L'article rappelait que M. Wilhem avait été révoqué en octobre 2011 sur ordre du juge des tutelles, qui avait estimé que "les circonstances dans lesquels (il exécutait) le mandat de protection (portait) atteinte aux intérêts de Mme Bettencourt".

"La proximité de l'ex-mandataire avec les autres intervenants de l'opération LGI renforce les interrogations", écrivait le journaliste.

"Que la milliardaire n'ait pas fait une bonne affaire est désormais plus que probable", ajoutait-il.

"Qu'elle ait été attirée dans un piège est une hypothèse qui ne peut être écartée", concluait l'article, qui reprenait le mot "piège" en intertitre et en caractère gras.

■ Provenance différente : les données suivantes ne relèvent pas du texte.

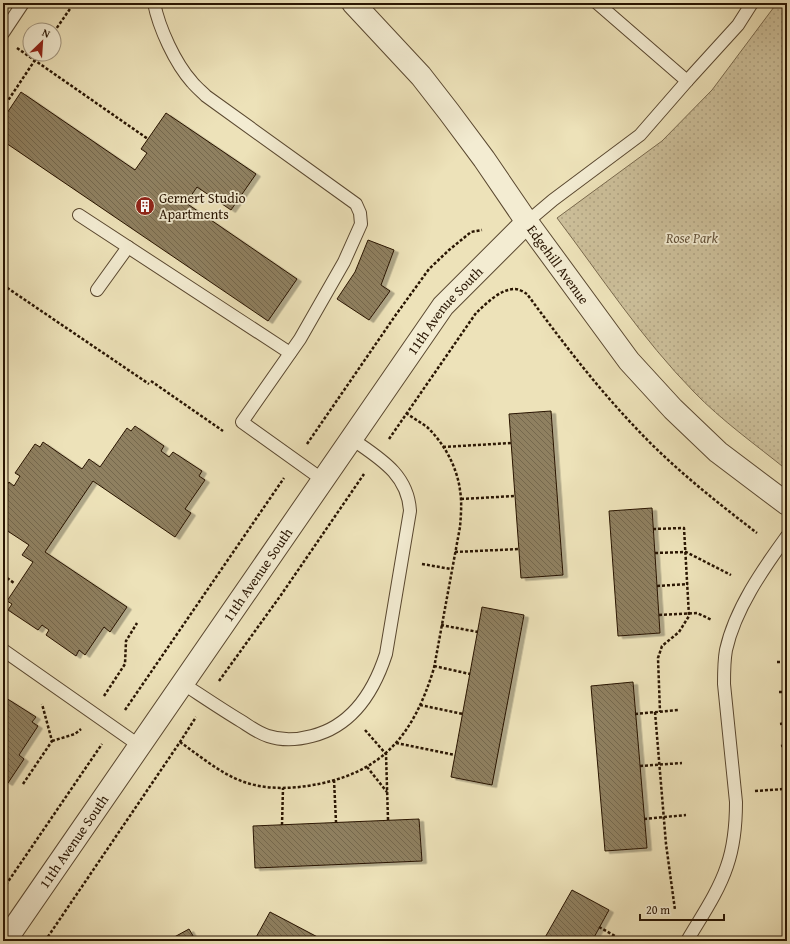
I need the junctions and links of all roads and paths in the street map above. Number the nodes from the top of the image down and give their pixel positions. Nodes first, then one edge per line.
1 (23, 3) edge
2 (74, 3) edge
3 (154, 3) edge
4 (353, 3) edge
5 (597, 3) edge
6 (752, 3) edge
7 (61, 22) edge
8 (3, 33) edge
9 (16, 47) dead end
10 (22, 51) edge
11 (34, 62) edge
12 (38, 62) edge
13 (687, 81) junction
14 (3, 108) edge
15 (148, 139) dead end
16 (79, 216) dead end
17 (527, 222) junction
18 (484, 230) dead end
19 (128, 247) junction
20 (3, 285) edge
21 (97, 290) dead end
22 (290, 353) junction
23 (229, 435) dead end
24 (352, 438) junction
25 (389, 439) dead end
26 (511, 443) dead end
27 (443, 446) dead end
28 (296, 461) junction
29 (367, 470) dead end
30 (323, 480) junction
31 (515, 496) dead end
32 (461, 499) dead end
33 (787, 504) edge
34 (653, 529) dead end
35 (757, 533) dead end
36 (787, 536) edge
37 (519, 549) dead end
38 (454, 552) dead end
39 (686, 552) junction
40 (655, 553) dead end
41 (402, 560) junction
42 (451, 570) dead end
43 (3, 575) edge
44 (731, 575) dead end
45 (14, 583) dead end
46 (688, 584) junction
47 (657, 586) dead end
48 (689, 613) junction
49 (659, 615) dead end
50 (712, 620) dead end
51 (137, 623) dead end
52 (441, 625) dead end
53 (478, 632) dead end
54 (3, 650) edge
55 (777, 662) dead end
56 (787, 662) edge
57 (434, 666) dead end
58 (470, 674) dead end
59 (219, 681) dead end
60 (182, 683) junction
61 (779, 692) dead end
62 (787, 692) edge
63 (41, 702) dead end
64 (420, 705) dead end
65 (678, 710) dead end
66 (655, 712) junction
67 (660, 712) junction
68 (92, 713) junction
69 (352, 714) junction
70 (463, 714) dead end
71 (635, 714) dead end
72 (196, 716) dead end
73 (787, 723) edge
74 (780, 724) dead end
75 (113, 728) junction
76 (52, 741) junction
77 (396, 743) dead end
78 (787, 745) edge
79 (140, 746) junction
80 (781, 746) dead end
81 (455, 755) dead end
82 (682, 763) dead end
83 (659, 764) junction
84 (640, 766) dead end
85 (367, 767) dead end
86 (334, 780) dead end
87 (23, 784) dead end
88 (282, 788) dead end
89 (784, 789) dead end
90 (387, 792) junction
91 (735, 792) junction
92 (686, 816) dead end
93 (663, 818) junction
94 (644, 819) dead end
95 (388, 820) dead end
96 (336, 822) dead end
97 (282, 825) dead end
98 (3, 889) edge
99 (675, 910) dead end
100 (599, 927) dead end
101 (615, 936) dead end
102 (5, 941) edge
103 (45, 941) edge
104 (688, 941) edge

1 - 8 lane
2 - 7 path
3 - 22 lane
4 - 17 street, Edgehill Avenue
5 - 13 lane
6 - 13 lane
9 - 10 path
11 - 14 path
12 - 15 path
13 - 17 lane
16 - 19 lane
17 - 24 street, 11th Avenue South
17 - 33 street, Edgehill Avenue
18 - 28 path
19 - 21 lane
19 - 22 lane
20 - 23 path
22 - 28 lane
24 - 30 street, 11th Avenue South
24 - 41 lane
25 - 35 path
26 - 27 path
28 - 30 lane
28 - 75 path
29 - 59 path
30 - 60 street, 11th Avenue South
31 - 32 path
34 - 39 path
36 - 91 lane
37 - 38 path
39 - 40 path
39 - 44 path
39 - 46 path
41 - 42 path
41 - 69 lane
43 - 45 path
46 - 47 path
46 - 48 path
48 - 49 path
48 - 50 path
48 - 67 path
51 - 68 path
52 - 53 path
54 - 68 lane
55 - 56 path
57 - 58 path
60 - 69 lane
60 - 79 street, 11th Avenue South
61 - 62 path
63 - 76 path
64 - 70 path
65 - 67 path
66 - 67 path
66 - 71 path
66 - 83 path
68 - 75 lane
68 - 76 path
69 - 90 path
72 - 103 path
73 - 74 path
75 - 79 lane
75 - 98 path
76 - 87 path
77 - 81 path
78 - 80 path
79 - 102 street, 11th Avenue South
82 - 83 path
83 - 84 path
83 - 93 path
85 - 90 path
86 - 96 path
88 - 97 path
89 - 91 path
90 - 95 path
91 - 104 lane
92 - 93 path
93 - 94 path
93 - 99 path
100 - 101 path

Si le tribunal a bien considéré que le propos était diffamatoire, il a estimé qu'il "était manifestement légitime d'informer les lecteurs sur de nouveaux aspects de l'affaire dite +Bettencourt+".

"Rien ne permet d'établir que les prévenus auraient été mus par une animosité de nature personnelle envers la partie civile", selon le tribunal, qui a aussi relevé que "le journaliste (s'était) exprimé avec une certaine prudence en évitant les affirmations trop péremptoires dans le passage diffamatoire". Il a également été établi que l'auteur de l'article avait contacté préalablement M. Courbit pour l'interroger, mais qu'il n'avait pas donné suite. M. Courbit a été mis en examen mi-février pour escroquerie et recel d'abus de faiblesse par le juge Jean-Michel Gentil à Bordeaux, dans le cadre de l'affaire Bettencourt, après deux premières auditions desquelles il était sorti comme simple témoin assisté.

"Ce n'est qu'au bénéfice de la bonne foi que le journaliste" a été relaxé, ont souligné les conseils de M. Courbit, Me Alexis Werl et Me Francis Teitgen. Ils "contestent cette appréciation et, en conséquence, envisagent de saisir la cour d'appel", ont-ils indiqué.